ES is a rare tumor. The morphology may overlap with a number of epithelioid-looking tumors. In > 90 % of cases, ES shows loss of INI1 / SMARCB1 expression. 21 Although loss of SMARCB1 gene expression was not demonstrated by NGS, no fusion was detected at the RNA level, which also excludes a number of diagnostically considered sarcomas. 22 Angiosarcoma was excluded by negativity in CD31, CD34, and FVIII. Undifferentiated sarcoma comes into consideration in the differential diagnosis, but pathognomonic elements were not found at the morphological level.
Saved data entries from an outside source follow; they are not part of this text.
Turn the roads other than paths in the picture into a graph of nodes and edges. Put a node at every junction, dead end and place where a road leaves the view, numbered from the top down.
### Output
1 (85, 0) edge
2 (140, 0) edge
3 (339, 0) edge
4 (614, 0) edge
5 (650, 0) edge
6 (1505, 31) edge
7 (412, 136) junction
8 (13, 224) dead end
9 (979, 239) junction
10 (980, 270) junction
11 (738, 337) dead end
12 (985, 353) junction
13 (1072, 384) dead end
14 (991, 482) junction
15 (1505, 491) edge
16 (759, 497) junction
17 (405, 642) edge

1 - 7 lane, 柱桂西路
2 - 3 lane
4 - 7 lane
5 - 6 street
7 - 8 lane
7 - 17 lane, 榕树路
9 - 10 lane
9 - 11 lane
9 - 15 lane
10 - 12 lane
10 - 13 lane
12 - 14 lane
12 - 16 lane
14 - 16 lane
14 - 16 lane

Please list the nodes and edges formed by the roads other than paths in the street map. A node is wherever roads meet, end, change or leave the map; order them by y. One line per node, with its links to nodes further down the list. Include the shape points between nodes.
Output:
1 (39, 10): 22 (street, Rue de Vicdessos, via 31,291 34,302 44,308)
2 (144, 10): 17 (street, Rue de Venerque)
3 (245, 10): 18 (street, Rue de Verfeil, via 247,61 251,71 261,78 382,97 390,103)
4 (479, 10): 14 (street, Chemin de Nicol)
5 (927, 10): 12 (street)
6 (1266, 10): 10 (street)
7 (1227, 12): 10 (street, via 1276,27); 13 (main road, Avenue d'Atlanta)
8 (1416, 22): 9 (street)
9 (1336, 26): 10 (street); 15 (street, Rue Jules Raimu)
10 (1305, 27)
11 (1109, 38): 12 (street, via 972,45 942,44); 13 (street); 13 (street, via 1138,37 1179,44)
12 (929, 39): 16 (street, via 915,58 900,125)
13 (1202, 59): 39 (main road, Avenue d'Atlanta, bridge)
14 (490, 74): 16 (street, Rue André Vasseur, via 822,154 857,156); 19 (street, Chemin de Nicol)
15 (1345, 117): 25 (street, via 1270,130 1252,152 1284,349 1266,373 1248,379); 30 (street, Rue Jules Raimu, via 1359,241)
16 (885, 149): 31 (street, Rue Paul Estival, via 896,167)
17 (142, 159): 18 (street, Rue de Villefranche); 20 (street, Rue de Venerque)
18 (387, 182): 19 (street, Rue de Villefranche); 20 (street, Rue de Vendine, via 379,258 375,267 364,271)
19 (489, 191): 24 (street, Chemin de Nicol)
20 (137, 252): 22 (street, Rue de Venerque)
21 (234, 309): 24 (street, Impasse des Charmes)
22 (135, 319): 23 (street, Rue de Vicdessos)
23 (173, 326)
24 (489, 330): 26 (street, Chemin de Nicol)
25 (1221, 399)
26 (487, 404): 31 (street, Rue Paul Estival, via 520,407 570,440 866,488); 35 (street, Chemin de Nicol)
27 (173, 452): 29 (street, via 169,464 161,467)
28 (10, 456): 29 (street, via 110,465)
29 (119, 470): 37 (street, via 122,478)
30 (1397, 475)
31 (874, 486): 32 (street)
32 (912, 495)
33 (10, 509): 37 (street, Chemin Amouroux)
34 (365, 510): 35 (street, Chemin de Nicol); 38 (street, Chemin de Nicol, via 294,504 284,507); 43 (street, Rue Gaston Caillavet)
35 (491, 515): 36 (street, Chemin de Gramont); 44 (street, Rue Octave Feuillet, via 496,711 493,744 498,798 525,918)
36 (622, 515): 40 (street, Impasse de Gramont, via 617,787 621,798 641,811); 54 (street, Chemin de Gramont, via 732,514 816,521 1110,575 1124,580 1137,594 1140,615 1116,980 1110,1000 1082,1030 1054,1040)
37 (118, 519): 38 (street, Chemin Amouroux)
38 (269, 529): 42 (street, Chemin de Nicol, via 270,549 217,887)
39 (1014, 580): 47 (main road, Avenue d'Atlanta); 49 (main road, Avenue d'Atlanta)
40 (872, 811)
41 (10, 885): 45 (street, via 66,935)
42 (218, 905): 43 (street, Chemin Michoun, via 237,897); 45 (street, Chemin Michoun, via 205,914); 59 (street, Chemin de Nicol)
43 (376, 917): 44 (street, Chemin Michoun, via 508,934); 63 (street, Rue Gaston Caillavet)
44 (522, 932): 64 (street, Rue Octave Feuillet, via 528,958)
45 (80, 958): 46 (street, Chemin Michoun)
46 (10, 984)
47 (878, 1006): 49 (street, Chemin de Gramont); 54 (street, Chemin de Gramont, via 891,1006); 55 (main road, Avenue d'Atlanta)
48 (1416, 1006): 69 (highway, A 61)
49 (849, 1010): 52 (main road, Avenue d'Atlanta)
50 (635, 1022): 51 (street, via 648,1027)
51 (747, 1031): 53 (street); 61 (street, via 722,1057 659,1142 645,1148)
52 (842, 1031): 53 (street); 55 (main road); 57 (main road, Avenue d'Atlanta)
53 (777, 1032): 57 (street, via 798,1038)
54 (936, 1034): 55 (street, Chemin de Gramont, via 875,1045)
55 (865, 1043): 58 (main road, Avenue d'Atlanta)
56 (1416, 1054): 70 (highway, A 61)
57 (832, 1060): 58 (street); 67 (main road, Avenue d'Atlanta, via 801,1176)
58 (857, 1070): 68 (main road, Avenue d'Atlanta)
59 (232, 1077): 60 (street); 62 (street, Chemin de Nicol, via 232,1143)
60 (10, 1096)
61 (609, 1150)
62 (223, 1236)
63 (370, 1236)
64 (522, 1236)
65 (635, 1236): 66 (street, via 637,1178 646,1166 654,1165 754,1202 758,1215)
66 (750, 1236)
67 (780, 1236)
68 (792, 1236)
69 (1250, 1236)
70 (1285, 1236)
A positive result with CKAE1-3, ERG-1, and FLI-1 and a negative result with other tests such as desmin, CD34, and CD68 do not support the diagnosis of this type of sarcoma.
Given the morphology and results of the immunohistochemical examination and NGS, we believe that this is a classic ES from a small group of <10% of tumors with preserved INI1/SMARCB1 expression. 23 The tumor like most sarcomas metastasized to the lungs after 1 year. The same epithelioid appearance and similar immunophenotype without the presence of myxoid structures were present in the metastases.
Molecular analysis of the DNA and RNA revealed nonsense variant in tumor suppressor CDKN2A gene, preserved expression of the SMARCB1 gene, which is rather rare in ES as shown by MSK-IMPACT study results and TMB = 0, which indicates very low mutation rate in analyzed lesion.
The most common administered chemotherapy regimens are single-agent anthracycline therapy or the combination of an anthracycline with ifosfamide. 24 The experience with a regimen combining gemcitabine with docetaxel is limited due to a small number of patients. 25 Recently, tazemetostat, a selective EZH2 inhibitor developed from the fact that loss of INI1 function in ES induces oncogenic dependence on transcriptional repressor EZH2, has provided a 25% objective response as a first-line treatment with few serious side effects. 26 For our patient, epirubicin chemotherapy was chosen as a drug of the first choice for the treatment of the sarcoma. For the failure of epirubicin, the next cytostatic treatment was continued by dacarbazine and pazopanib. Nevertheless, the cytostatic treatment did not prevent progression of disease.
Despite the administration of palliative chemotherapy, our patient had a poor prognosis and other patients with this generalized tumor. The reported median survival time is around 52 weeks, and the 1- and 5-year survival rates are 46% and 0%, respectively. 24 Therefore, a substantial unmet need exists to improve the medical management of ES patients by establishing novel systemic regimens and exploring novel targeted therapy.
Conclusion
The authors draw attention to the risk of developing ES in long-lasting ischemic ulcers. They point out the need to create consistent clinical practice guidelines about the diagnostics of non-healing ulcers that can contribute to improve patients prognosis.
Footnotes
Declaration of conflicting interests
The author(s) declared no potential conflicts of interest with respect to the research, authorship, and/or publication of this article.
Funding
The author(s) disclosed receipt of the following financial support for the research, authorship, and/or publication of this article: Robert Holaj is supported by a project funded by Ministry of Health of the Czech Republic—DRO (General University Hospital in Prague—VFN, 00064165).
Ethics approval
Our institution does not require ethical approval for reporting individual cases or case series.
Informed consent
Written informed consent was obtained from a legally authorized representative(s) for anonymized patient information to be published in this article.